The appointment of Chief Justice of India had always been unparallel. For Instance, during 1950-73 the senior most judge was appointed as CJI. But in 1973, the Indira Gandhi led government appointed A. N. Ray as the CJI superseding the then 3 senior most judges. Again in 1977, the Indira Gandhi led government appointed M. U. Beg as the CJI by superseding the then senior most judges. The appointment of CJI had been unparallel, until in 1993 SC gave its judgment in “Supreme Court Advocate on Record Association vs. Union of India” that the senior most judge of the SC should be appointed as the CJI and the discretionary power was curtailed.[iii]

In 2015 Supreme Court of India declared National Judicial Appointment Commission unconstitutional by 92nd constitutional amendment. From that day the appointment and transfer of judges is taken care by the Collegium System. One must note that before the debate of NJAC and Collegium System started

THE THREE JUDGES CASES

The Collegium System was created over three landmark judgments.

First Judge Case-

The ‘S. P. Gupta vs. Union of India’ case 1982 is also known as ‘First Judge Case’.

In the 4:3 majority judgment it was declared that the “primacy” of the CJI’s recommendation to the president can be refused on “cogent reasons”. The majority held that the meaning of the term, ‘consultation’ is not ‘concurrence’ and the power solely and exclusively lies in the President. This brought fundamental change in favour of the executive having primacy over judiciary for the next 12 years.[iv]

Second Judge Case-

The ‘Supreme Court Advocate on Record Association vs.

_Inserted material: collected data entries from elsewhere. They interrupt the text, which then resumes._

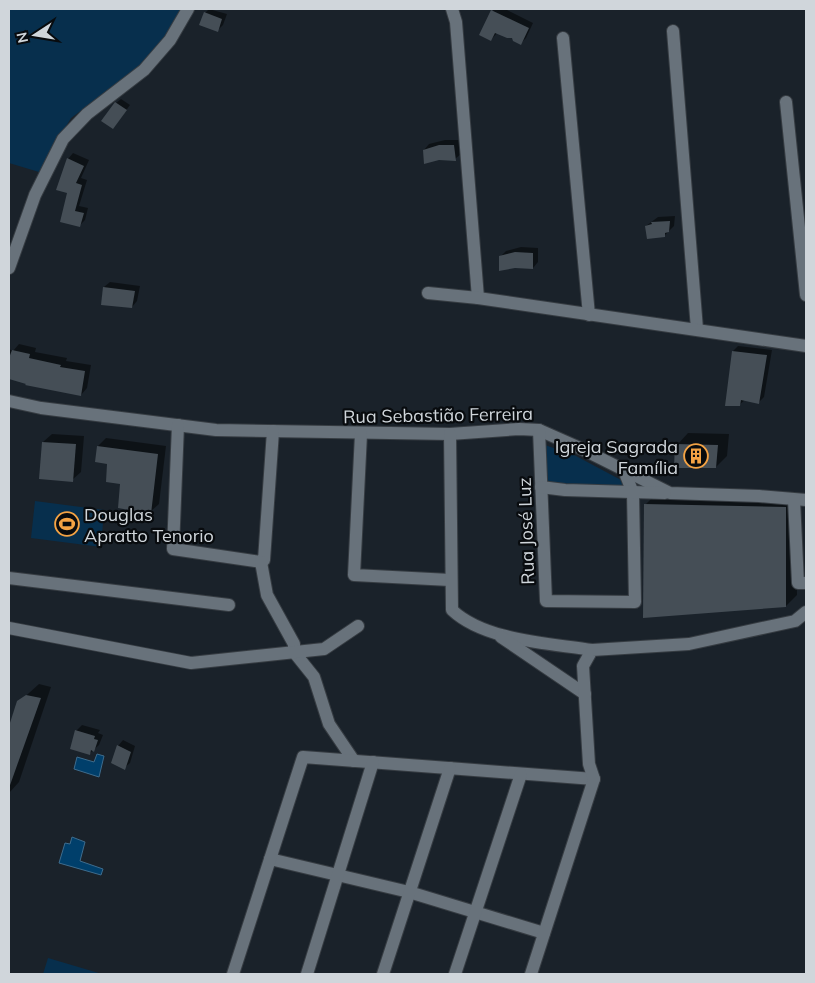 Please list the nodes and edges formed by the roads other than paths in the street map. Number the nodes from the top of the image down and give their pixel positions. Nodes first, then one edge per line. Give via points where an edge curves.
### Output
1 (188, 9) edge
2 (452, 9) edge
3 (673, 31) dead end
4 (564, 38) dead end
5 (786, 102) dead end
6 (9, 268) edge
7 (428, 293) dead end
8 (806, 295) edge
9 (478, 298) junction
10 (590, 315) junction
11 (697, 329) junction
12 (806, 346) edge
13 (9, 401) edge
14 (178, 426) junction
15 (539, 430) junction
16 (273, 431) junction
17 (361, 434) junction
18 (450, 434) junction
19 (625, 472) junction
20 (541, 487) junction
21 (633, 493) junction
22 (670, 494) junction
23 (800, 500) edge
24 (262, 562) junction
25 (9, 578) edge
26 (450, 580) junction
27 (806, 583) edge
28 (229, 605) dead end
29 (806, 612) edge
30 (358, 626) dead end
31 (9, 628) edge
32 (497, 634) junction
33 (592, 650) junction
34 (294, 652) junction
35 (585, 694) junction
36 (354, 761) junction
37 (373, 762) junction
38 (450, 768) junction
39 (521, 774) junction
40 (594, 779) junction
41 (270, 858) junction
42 (338, 874) junction
43 (409, 892) junction
44 (476, 913) junction
45 (544, 933) junction
46 (233, 974) edge
47 (307, 974) edge
48 (383, 974) edge
49 (455, 974) edge
50 (531, 974) edge

1 - 6 street via 170,40 144,70 88,114 63,139 35,195
2 - 9 street via 458,40
3 - 11 street
4 - 10 street
5 - 8 street
7 - 9 street
9 - 10 street
10 - 11 street
11 - 12 street
13 - 14 street, Rua Sebastião Ferreira
14 - 16 street, Rua Sebastião Ferreira
14 - 24 street via 173,550
15 - 18 street, Rua Sebastião Ferreira
15 - 19 street, Rua Sebastião Ferreira via 582,448
15 - 20 street, Rua José Luz
16 - 17 street, Rua Sebastião Ferreira
16 - 24 street
17 - 18 street, Rua Sebastião Ferreira
17 - 26 street via 354,575
18 - 26 street
19 - 21 street
19 - 22 street, Rua Sebastião Ferreira
20 - 21 street
20 - 21 street, Rua José Luz via 546,600 636,602
21 - 22 street
22 - 23 street, Rua Sebastião Ferreira
23 - 27 street, Rua Sebastião Ferreira via 798,583
24 - 34 street via 267,595 294,644
25 - 28 street
26 - 32 street via 452,610 462,619
29 - 33 street via 795,620 689,644
30 - 34 street via 324,649
31 - 34 street via 191,663
32 - 33 street
32 - 35 street
33 - 35 street via 583,666
34 - 36 street via 314,676 329,724
35 - 40 street via 589,764
36 - 37 street
36 - 41 street via 303,757
37 - 38 street
37 - 42 street
38 - 39 street
38 - 43 street
39 - 40 street
39 - 44 street
40 - 45 street
41 - 42 street
41 - 46 street
42 - 43 street
42 - 47 street
43 - 44 street
43 - 48 street
44 - 45 street
44 - 49 street
45 - 50 street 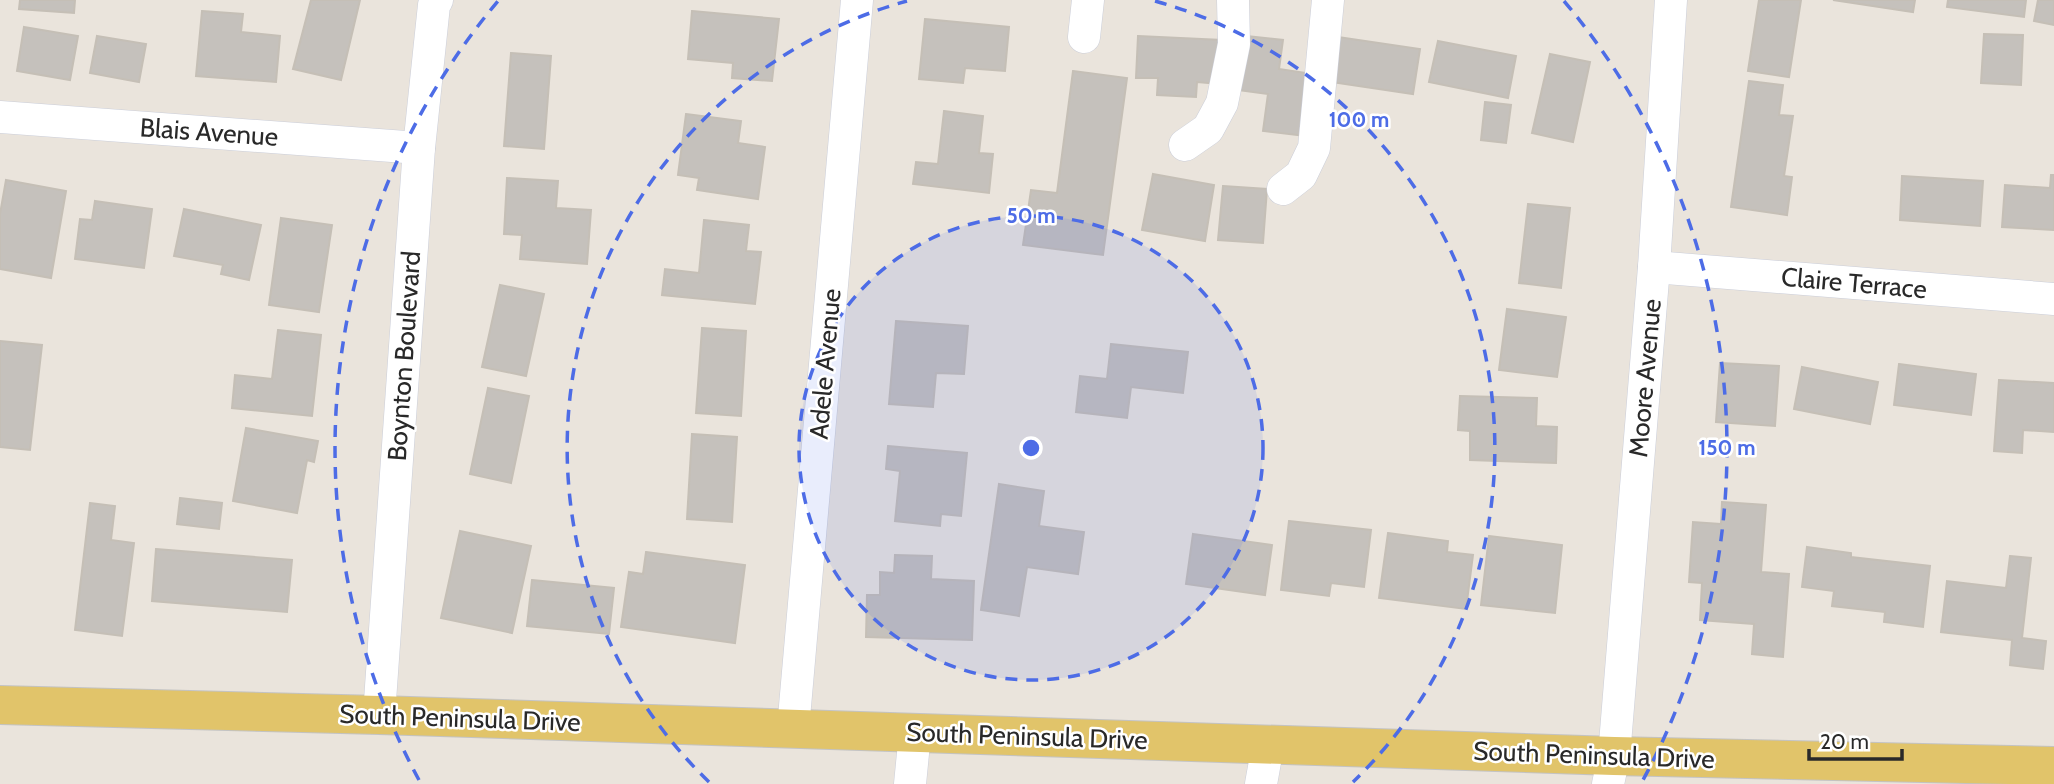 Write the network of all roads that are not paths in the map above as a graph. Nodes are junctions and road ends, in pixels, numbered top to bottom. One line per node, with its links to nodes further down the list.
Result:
1 (437, 0): 10 (street, Boynton Boulevard)
2 (857, 0): 16 (street, Adele Avenue)
3 (1088, 0): 7 (street)
4 (1233, 0): 9 (street)
5 (1328, 0): 11 (street)
6 (1671, 0): 12 (street, Moore Avenue)
7 (1084, 37)
8 (0, 117): 10 (street, Blais Avenue)
9 (1185, 145)
10 (419, 148): 15 (street, Boynton Boulevard)
11 (1283, 189)
12 (1654, 267): 13 (street, Claire Terrace); 20 (street, Moore Avenue)
13 (2054, 299)
14 (0, 705): 15 (main road, South Peninsula Drive)
15 (379, 715): 16 (main road, South Peninsula Drive)
16 (793, 729): 17 (main road, South Peninsula Drive)
17 (915, 733): 18 (main road, South Peninsula Drive); 21 (street)
18 (1268, 745): 20 (main road, South Peninsula Drive); 22 (street)
19 (2054, 766): 20 (main road, South Peninsula Drive)
20 (1611, 770)
21 (910, 784)
22 (1261, 784)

Union of India’ case 1993 is also known as ‘Second Judge Case’.

In a nine judge bench, majority verdict given by Justice J. S. Verma stated that ‘justiciability’ and ‘primacy’ requires the prime role of CJI in appointment of judges.

It repeals S. P. Gupta judgment saying “the role of the CJI is primal in nature because this being atopic within the judicial family, the executive cannot have an equal say in the matter. Here the word ‘consultation’ would shrink in a mini form. Should the executive have an equal role and be in divergence of many a proposal, germs of indiscipline would grow in the judiciary”[v].

Third Judge Case-

In 1998, President K. R. Narayanan issued Presidential reference to the SC to clarify the meaning of ‘consultation’ under article 124,217 and 222 of the Indian Constitution. The main question is that whether ‘consultation’ means the opinion of the CJI formed after consulting with number of judges or ‘consultation’ means the sole opinion of the CJI.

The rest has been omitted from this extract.